● **Work required**
How many lines in the entries below include the string "Trace"? Answer with the number only.

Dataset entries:

----------

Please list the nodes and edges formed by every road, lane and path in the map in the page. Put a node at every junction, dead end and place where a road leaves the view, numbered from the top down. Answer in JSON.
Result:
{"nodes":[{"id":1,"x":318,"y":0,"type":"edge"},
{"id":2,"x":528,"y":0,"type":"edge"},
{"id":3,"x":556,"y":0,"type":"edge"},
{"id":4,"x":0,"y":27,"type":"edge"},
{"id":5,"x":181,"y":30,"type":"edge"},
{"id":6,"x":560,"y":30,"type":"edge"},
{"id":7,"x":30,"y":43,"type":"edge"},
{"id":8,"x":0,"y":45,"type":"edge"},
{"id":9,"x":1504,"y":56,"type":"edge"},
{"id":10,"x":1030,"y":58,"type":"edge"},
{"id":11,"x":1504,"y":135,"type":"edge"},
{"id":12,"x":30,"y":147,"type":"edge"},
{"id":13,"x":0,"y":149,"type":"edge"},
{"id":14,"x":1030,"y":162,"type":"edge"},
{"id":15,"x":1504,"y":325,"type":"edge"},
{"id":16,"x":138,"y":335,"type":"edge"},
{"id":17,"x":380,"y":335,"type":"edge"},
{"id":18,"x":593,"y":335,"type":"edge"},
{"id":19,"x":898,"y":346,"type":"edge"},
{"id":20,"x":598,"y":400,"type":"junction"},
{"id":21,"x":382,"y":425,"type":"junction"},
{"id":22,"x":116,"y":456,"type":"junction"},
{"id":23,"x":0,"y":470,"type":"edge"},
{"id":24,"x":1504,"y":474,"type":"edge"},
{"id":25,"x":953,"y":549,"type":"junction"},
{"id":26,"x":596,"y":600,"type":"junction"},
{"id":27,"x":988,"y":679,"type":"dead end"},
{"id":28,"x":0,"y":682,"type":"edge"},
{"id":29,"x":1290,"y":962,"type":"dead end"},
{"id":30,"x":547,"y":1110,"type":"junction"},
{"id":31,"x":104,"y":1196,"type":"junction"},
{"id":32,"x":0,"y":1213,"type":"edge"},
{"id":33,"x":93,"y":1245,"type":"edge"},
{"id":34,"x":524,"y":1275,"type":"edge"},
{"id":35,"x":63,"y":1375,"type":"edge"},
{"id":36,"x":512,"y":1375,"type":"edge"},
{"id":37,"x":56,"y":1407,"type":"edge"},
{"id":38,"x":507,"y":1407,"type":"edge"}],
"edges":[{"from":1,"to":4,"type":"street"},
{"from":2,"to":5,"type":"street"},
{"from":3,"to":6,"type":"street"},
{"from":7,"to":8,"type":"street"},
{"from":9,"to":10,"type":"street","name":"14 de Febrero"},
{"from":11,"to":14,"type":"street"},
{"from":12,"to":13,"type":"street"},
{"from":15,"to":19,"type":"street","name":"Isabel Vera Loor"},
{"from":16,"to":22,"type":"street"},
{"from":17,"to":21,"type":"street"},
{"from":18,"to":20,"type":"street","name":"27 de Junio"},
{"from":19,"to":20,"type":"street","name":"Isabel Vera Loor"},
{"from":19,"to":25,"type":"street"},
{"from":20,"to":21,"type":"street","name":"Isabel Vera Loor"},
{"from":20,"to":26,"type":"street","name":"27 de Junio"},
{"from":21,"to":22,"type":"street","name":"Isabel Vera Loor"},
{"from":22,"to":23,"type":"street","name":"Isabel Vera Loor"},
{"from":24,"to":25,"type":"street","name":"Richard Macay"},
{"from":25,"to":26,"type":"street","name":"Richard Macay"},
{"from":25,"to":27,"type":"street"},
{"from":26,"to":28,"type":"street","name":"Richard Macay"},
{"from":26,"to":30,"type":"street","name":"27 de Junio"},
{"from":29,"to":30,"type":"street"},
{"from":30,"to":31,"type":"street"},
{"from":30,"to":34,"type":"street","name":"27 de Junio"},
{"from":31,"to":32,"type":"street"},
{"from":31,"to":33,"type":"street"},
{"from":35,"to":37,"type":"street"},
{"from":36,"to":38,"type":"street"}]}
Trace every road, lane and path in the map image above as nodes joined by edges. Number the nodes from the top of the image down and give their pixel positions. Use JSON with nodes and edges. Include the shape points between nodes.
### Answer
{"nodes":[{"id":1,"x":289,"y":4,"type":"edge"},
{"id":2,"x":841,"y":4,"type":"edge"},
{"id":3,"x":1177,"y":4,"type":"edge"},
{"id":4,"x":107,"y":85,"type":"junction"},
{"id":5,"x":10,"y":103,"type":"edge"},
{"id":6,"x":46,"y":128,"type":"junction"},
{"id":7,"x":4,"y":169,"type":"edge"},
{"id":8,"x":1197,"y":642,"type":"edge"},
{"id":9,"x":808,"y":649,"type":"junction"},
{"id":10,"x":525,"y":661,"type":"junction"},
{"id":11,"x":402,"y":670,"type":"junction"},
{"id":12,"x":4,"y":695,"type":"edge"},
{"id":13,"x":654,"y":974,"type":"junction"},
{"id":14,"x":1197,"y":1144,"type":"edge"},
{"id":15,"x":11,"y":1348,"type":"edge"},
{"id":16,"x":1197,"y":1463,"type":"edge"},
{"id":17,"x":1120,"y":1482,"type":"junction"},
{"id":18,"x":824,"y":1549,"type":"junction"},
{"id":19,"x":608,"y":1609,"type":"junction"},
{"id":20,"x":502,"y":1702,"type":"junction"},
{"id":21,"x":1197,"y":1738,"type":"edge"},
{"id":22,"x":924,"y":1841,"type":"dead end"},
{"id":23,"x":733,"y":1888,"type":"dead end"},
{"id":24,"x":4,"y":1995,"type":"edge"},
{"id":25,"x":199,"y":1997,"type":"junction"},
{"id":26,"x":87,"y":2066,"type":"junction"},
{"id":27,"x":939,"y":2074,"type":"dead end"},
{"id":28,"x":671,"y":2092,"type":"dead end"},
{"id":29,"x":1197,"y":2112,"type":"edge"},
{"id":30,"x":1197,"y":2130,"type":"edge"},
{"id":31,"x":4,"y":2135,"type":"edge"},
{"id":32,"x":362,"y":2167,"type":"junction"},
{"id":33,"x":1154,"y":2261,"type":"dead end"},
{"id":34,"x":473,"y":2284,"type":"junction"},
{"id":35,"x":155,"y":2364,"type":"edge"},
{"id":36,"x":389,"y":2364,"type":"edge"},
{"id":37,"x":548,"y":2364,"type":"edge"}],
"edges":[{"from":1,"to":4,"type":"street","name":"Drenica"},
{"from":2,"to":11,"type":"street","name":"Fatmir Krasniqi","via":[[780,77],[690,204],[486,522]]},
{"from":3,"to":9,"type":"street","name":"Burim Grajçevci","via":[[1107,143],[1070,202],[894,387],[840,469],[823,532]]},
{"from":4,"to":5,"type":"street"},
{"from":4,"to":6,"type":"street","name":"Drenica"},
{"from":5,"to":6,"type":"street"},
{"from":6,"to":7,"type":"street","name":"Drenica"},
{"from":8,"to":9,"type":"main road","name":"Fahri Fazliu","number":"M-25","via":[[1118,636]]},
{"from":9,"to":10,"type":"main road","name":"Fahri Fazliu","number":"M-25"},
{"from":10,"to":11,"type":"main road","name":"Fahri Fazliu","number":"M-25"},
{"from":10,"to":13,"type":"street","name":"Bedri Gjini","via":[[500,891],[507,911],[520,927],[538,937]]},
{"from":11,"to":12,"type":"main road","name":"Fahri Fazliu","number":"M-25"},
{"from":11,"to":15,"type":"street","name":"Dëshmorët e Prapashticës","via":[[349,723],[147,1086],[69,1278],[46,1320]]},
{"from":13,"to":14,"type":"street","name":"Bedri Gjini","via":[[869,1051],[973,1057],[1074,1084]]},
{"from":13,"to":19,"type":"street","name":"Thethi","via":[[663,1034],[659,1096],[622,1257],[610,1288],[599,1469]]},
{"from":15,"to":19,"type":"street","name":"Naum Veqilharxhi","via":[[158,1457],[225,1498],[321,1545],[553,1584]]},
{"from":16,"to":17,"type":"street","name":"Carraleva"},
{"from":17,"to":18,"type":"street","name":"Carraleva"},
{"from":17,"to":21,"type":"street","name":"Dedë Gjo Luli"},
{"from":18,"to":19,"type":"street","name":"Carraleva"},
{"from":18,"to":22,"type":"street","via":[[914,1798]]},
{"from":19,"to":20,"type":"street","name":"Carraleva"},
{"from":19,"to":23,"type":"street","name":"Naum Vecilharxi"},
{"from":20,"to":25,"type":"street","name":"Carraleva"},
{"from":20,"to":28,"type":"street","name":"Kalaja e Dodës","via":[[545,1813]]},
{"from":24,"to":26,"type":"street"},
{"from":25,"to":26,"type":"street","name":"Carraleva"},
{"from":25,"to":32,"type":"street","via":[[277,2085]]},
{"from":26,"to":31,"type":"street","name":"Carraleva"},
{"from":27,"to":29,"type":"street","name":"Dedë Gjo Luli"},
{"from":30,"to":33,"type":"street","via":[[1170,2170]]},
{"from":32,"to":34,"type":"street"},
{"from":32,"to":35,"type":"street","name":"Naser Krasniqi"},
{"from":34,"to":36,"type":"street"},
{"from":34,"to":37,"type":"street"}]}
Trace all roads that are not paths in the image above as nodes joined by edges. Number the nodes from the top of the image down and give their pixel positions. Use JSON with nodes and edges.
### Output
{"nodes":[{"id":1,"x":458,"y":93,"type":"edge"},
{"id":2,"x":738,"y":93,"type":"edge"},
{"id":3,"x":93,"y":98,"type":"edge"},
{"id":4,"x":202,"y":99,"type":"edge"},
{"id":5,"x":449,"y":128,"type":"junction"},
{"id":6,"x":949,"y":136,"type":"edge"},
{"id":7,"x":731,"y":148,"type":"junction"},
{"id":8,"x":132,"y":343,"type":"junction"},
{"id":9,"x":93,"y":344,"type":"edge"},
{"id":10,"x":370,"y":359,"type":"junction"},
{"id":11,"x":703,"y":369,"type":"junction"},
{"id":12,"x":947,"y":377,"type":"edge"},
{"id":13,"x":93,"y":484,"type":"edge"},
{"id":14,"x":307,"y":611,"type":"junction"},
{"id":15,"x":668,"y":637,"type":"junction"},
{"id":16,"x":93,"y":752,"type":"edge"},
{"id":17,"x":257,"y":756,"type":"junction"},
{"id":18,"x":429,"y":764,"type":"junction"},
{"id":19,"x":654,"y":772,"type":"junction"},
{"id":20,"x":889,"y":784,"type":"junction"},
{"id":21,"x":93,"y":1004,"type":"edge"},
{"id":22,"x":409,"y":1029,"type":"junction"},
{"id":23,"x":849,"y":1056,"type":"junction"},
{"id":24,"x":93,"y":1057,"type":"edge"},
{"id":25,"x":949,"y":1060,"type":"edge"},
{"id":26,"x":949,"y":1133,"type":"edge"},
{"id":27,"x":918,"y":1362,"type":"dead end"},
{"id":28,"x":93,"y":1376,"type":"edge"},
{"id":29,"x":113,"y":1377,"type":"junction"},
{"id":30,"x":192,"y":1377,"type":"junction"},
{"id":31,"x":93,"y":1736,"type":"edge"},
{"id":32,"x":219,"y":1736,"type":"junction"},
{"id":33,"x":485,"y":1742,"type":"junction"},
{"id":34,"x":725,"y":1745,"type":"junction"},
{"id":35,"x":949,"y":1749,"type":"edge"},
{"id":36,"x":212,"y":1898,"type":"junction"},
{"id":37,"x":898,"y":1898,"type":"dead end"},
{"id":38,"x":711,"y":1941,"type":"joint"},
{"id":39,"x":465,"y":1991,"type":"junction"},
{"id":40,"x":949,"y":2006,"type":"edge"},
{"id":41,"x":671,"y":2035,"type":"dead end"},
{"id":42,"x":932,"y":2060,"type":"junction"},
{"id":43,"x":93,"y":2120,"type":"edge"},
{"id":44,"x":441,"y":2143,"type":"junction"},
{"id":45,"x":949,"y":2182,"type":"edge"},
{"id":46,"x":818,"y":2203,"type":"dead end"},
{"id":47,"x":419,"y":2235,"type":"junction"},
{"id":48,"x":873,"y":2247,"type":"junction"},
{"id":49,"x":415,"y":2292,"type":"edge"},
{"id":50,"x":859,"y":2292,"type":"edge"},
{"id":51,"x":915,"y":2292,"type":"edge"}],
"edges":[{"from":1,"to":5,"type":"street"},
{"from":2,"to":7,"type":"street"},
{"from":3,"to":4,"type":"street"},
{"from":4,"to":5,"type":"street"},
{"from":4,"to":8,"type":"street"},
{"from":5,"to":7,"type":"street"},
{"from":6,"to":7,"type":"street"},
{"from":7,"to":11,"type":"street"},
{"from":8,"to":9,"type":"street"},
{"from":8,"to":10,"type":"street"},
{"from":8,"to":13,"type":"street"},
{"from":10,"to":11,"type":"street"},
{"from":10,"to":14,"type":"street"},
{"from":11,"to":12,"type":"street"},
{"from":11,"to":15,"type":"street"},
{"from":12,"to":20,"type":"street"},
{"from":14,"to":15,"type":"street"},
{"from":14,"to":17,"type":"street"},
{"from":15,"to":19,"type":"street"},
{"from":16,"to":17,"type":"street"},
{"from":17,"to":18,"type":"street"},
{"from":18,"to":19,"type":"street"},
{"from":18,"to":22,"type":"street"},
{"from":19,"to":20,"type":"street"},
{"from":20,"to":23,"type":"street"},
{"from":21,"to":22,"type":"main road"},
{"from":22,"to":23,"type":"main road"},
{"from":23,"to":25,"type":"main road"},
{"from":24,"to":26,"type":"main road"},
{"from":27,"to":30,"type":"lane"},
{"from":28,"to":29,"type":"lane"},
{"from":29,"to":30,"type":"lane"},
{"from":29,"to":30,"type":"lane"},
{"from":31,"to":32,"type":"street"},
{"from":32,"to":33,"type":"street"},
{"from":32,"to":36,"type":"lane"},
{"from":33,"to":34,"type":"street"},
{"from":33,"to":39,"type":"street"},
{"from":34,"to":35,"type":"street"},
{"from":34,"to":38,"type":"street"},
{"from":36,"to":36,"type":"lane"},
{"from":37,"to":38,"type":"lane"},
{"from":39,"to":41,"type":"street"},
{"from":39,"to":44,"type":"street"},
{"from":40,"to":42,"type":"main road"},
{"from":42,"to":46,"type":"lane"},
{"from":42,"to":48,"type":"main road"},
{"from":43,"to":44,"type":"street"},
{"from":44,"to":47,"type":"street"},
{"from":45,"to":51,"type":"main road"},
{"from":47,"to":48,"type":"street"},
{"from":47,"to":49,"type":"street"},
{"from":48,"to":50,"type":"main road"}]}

----------

● **Solution for this exercise**
2